BEGIN
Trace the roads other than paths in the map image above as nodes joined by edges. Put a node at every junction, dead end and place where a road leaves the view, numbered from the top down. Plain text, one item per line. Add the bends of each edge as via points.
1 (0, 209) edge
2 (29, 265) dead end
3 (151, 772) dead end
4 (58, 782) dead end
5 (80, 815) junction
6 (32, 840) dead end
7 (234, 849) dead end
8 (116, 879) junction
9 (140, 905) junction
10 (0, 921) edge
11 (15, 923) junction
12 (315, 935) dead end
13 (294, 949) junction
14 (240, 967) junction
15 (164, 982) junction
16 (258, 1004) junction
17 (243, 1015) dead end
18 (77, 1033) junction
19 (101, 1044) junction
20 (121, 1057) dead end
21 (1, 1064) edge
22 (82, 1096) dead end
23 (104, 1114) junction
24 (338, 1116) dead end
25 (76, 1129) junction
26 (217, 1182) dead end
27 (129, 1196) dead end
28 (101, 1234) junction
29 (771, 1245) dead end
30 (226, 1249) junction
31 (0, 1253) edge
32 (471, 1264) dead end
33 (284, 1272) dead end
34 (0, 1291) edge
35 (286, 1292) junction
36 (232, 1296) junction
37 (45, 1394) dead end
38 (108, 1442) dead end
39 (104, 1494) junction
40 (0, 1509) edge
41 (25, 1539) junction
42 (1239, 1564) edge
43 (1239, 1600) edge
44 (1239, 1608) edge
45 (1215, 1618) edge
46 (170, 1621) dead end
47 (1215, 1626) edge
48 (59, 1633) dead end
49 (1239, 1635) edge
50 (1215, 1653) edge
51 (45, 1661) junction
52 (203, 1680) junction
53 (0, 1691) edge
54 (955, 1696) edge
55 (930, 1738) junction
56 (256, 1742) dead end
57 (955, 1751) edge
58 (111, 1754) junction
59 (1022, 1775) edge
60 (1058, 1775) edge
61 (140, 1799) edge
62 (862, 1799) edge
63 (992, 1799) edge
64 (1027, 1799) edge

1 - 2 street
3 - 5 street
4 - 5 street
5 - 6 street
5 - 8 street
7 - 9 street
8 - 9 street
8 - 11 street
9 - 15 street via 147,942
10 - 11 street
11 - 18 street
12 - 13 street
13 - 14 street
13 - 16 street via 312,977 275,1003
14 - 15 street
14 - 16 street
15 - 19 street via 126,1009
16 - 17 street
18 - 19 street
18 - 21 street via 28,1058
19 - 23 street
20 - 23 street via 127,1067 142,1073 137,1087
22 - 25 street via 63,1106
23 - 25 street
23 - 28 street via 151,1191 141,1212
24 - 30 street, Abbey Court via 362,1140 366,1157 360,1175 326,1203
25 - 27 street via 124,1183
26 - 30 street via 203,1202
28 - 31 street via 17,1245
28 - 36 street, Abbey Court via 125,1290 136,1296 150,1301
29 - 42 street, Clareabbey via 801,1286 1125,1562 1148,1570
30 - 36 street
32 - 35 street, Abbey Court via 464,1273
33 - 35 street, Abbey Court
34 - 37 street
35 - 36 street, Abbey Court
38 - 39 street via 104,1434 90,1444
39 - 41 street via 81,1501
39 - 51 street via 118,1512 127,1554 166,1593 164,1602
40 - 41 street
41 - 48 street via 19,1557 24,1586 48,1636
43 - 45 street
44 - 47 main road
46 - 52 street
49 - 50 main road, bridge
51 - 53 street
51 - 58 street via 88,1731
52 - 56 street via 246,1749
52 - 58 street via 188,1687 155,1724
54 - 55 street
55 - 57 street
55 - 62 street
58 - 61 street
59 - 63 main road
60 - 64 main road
END
# Activity:
Your answer should be a single number: how many lines in the listing above contain "road"?

# Reply to the task:
5